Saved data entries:

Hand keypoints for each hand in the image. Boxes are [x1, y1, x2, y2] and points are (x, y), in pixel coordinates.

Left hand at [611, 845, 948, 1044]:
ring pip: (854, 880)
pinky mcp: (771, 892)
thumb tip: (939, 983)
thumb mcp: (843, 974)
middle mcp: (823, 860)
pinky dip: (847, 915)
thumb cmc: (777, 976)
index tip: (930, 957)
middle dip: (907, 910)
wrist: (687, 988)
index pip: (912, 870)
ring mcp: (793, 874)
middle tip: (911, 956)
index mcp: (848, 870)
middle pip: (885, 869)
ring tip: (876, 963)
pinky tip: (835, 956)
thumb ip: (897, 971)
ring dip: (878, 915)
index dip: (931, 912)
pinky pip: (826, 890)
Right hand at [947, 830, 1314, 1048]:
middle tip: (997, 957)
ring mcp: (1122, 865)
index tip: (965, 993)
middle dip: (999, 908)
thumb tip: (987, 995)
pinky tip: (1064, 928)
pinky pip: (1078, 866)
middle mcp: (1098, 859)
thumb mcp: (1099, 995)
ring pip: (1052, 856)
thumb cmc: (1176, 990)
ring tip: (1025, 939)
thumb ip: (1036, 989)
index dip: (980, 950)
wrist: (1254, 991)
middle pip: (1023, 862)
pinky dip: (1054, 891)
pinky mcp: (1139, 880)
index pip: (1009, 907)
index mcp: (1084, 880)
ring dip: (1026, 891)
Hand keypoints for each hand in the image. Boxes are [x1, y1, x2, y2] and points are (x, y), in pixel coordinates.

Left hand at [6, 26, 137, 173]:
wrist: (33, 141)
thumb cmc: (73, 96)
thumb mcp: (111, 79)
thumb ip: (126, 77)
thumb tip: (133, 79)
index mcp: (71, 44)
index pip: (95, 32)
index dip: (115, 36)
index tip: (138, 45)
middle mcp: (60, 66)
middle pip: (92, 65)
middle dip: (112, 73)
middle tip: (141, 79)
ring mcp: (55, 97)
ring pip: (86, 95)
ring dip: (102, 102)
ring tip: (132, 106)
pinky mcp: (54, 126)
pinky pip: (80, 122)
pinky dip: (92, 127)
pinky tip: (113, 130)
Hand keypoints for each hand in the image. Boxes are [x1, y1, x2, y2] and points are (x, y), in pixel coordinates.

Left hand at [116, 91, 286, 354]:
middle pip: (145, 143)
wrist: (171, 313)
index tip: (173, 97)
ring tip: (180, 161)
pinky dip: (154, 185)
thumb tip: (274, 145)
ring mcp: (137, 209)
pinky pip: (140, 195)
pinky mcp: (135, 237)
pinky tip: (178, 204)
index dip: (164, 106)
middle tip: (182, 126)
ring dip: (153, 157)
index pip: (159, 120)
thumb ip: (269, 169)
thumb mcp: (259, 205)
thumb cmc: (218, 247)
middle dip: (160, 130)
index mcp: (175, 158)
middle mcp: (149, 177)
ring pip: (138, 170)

**WHAT IS NEEDED:** Starting at the line that contains "index mcp: (848, 870)" and stopping after the line that contains "pinky tip: (113, 130)", write out every line exactly as it appears above, and no other line.

**COMPLETED TASK:**
index mcp: (848, 870)
middle pip: (885, 869)
ring tip: (876, 963)
pinky tip: (835, 956)
thumb ip: (897, 971)
ring dip: (878, 915)
index dip: (931, 912)
pinky pip: (826, 890)
Right hand at [947, 830, 1314, 1048]:
middle tip: (997, 957)
ring mcp: (1122, 865)
index tip: (965, 993)
middle dip: (999, 908)
thumb tip: (987, 995)
pinky tip: (1064, 928)
pinky pip: (1078, 866)
middle mcp: (1098, 859)
thumb mcp: (1099, 995)
ring pip: (1052, 856)
thumb cmc: (1176, 990)
ring tip: (1025, 939)
thumb ip: (1036, 989)
index dip: (980, 950)
wrist: (1254, 991)
middle pip: (1023, 862)
pinky dip: (1054, 891)
pinky mcp: (1139, 880)
index pip: (1009, 907)
index mcp: (1084, 880)
ring dip: (1026, 891)
Hand keypoints for each hand in the image. Boxes are [x1, y1, x2, y2] and points are (x, y), in pixel coordinates.

Left hand at [6, 26, 137, 173]:
wrist: (33, 141)
thumb cmc: (73, 96)
thumb mcp: (111, 79)
thumb ip: (126, 77)
thumb tip: (133, 79)
index mcp: (71, 44)
index pip: (95, 32)
index dip: (115, 36)
index tip: (138, 45)
middle mcp: (60, 66)
middle pip: (92, 65)
middle dip: (112, 73)
middle tip: (141, 79)
ring mcp: (55, 97)
ring pip: (86, 95)
ring dip: (102, 102)
ring tip: (132, 106)
pinky mcp: (54, 126)
pinky pip: (80, 122)
pinky dip: (92, 127)
pinky tip: (113, 130)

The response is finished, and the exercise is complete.